Death toll from Turkey, Syria earthquake tops 47,000

Death toll from Turkey, Syria earthquake tops 47,000

 

A destroyed building leans on a neighbouring house following the earthquake in Samandag, southern Turkey, Wednesday, February 22, 2023. Survivors of the earthquake that jolted Turkey and Syria 15 days ago, killing tens of thousands of people and leaving hundreds of thousands of others homeless, dealt with more trauma and loss Tuesday after another deadly quake and aftershocks rocked the region. (AP Photo/Emrah Gurel)
A destroyed building leans on a neighbouring house following the earthquake in Samandag, southern Turkey, Wednesday, February 22, 2023. Survivors of the earthquake that jolted Turkey and Syria 15 days ago, killing tens of thousands of people and leaving hundreds of thousands of others homeless, dealt with more trauma and loss Tuesday after another deadly quake and aftershocks rocked the region. (AP Photo/Emrah Gurel)

The death toll from the massive earthquake that hit parts of Turkey and Syria on February 6 continues to rise as more bodies are retrieved from the rubble of demolished buildings.

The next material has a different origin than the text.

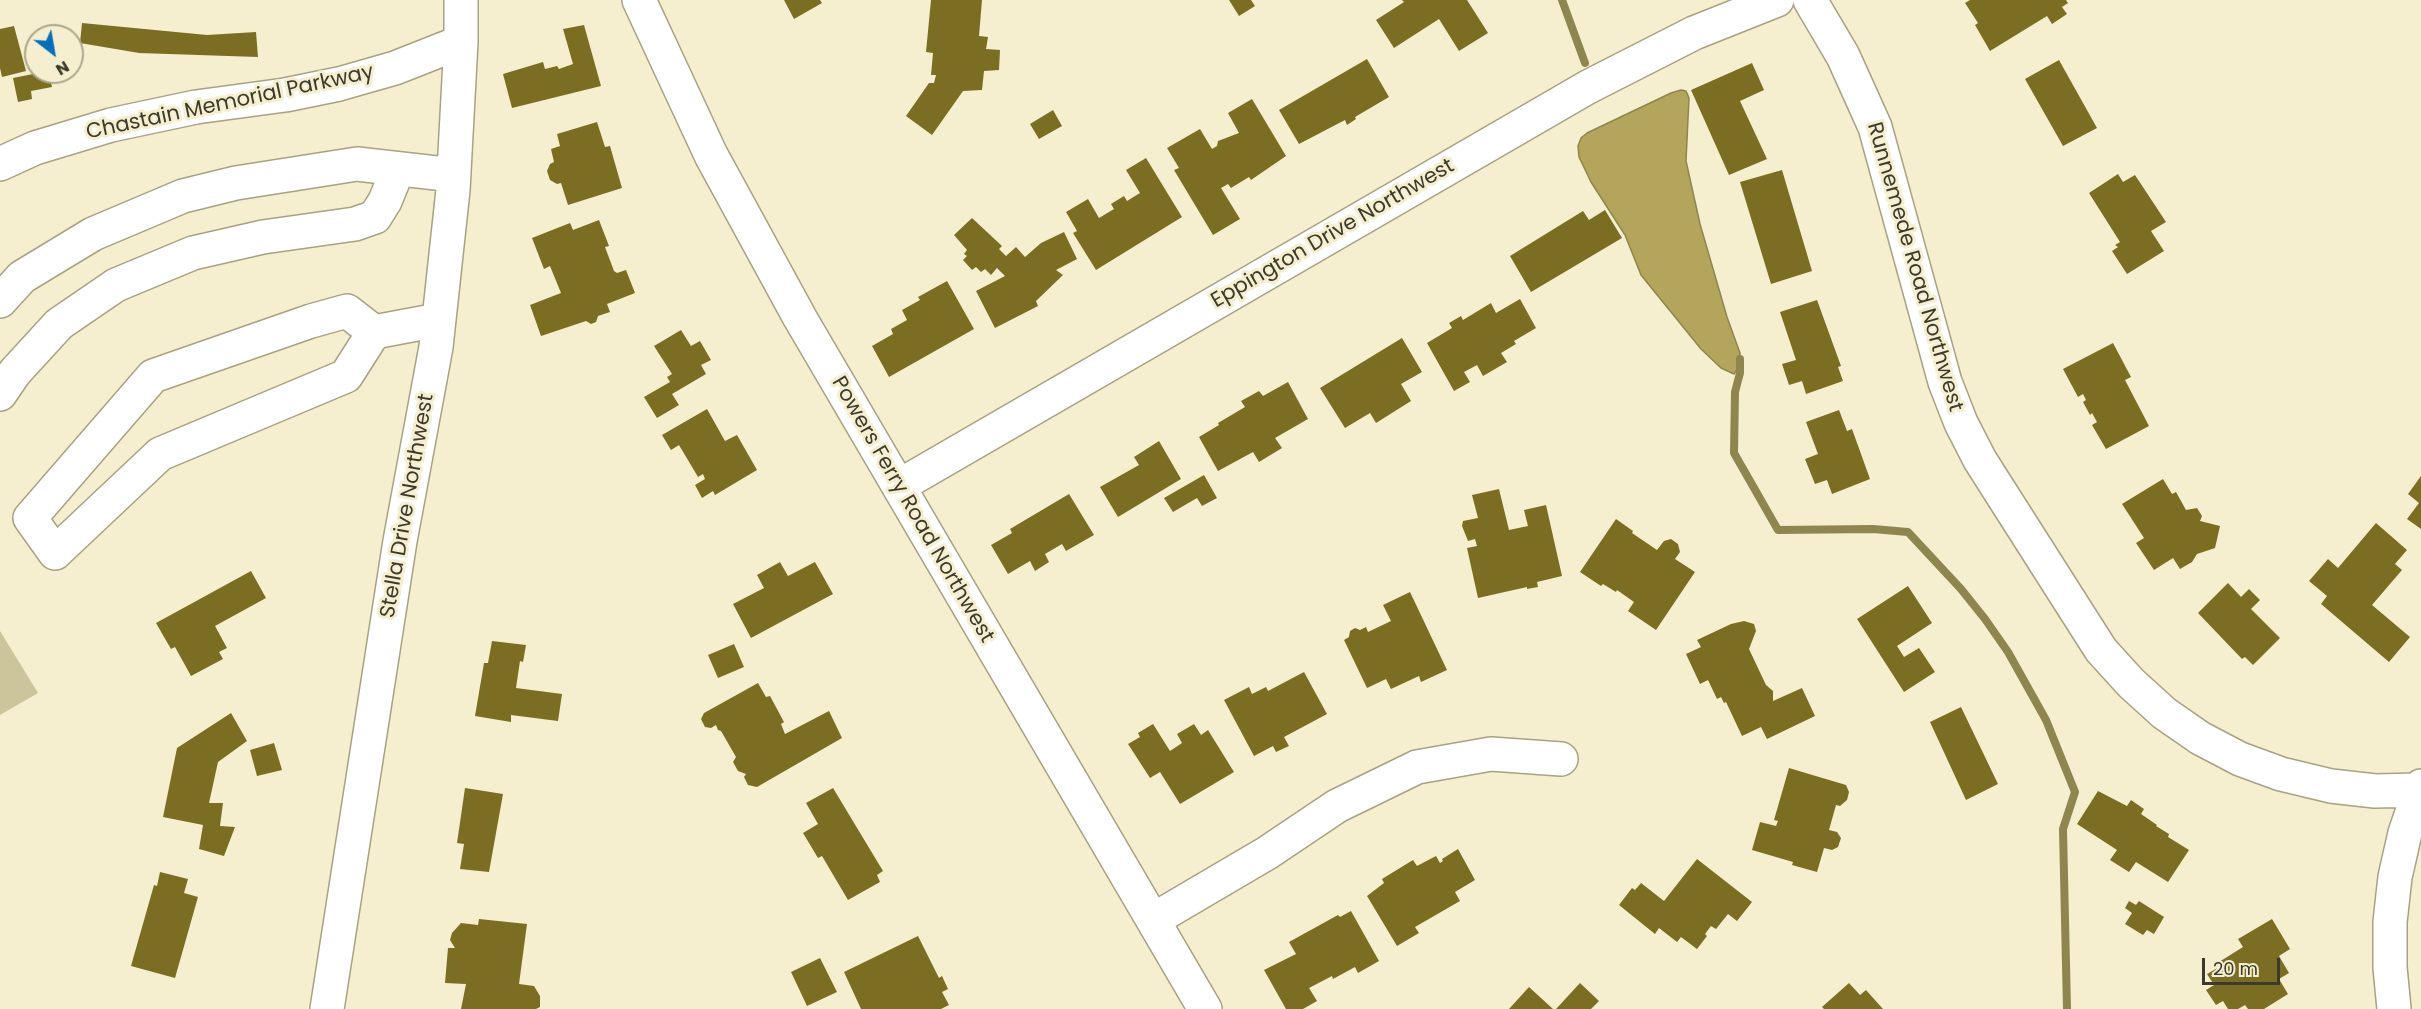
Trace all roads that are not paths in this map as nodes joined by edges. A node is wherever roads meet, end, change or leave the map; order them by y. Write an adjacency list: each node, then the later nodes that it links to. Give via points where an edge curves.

A magnitude 6.4 earthquake that struck the already battered province of Hatay this week damaged or demolished more buildings, compounding the devastation.

Here’s a look at the key developments Thursday from the aftermath of the earthquake.

DEATH TOLL TOPS 47,000

Turkish Interior Minister Suleyman Soylu has raised the number of fatalities in Turkey from the magnitude 7.8 earthquake to 43,556.

The combined death toll in Turkey and Syria now stands at 47,244.

In an interview with state broadcaster TRT late on Wednesday, Soylu said teams were sifting through two buildings in hard-hit Hatay province in search of further bodies. Search operations elsewhere have come to an end, he said.

Meanwhile, at least 164,000 buildings have either collapsed or are so damaged that they need to be demolished, said Murat Kurum, Turkey’s minister for the environment and urbanization.

SYRIANS SHELTER IN TENTS AND CARS

The local civil defence in northwestern Syria, known locally as The White Helmets, said Thursday that thousands of children and tens of thousands of families have taken shelter in cars and tents “fearing they would face a repeat of the earthquake”.

In government-held Syria, a first plane from Bahrain loaded with aid landed in Damascus. The Gulf monarchy is among many Arab countries that in recent years have tried to thaw relations with President Bashar Assad, after shunning him in 2011 for his brutal crackdown on protesters.

Saudi Arabia and Egypt, two key US allies in the region, have also delivered aid.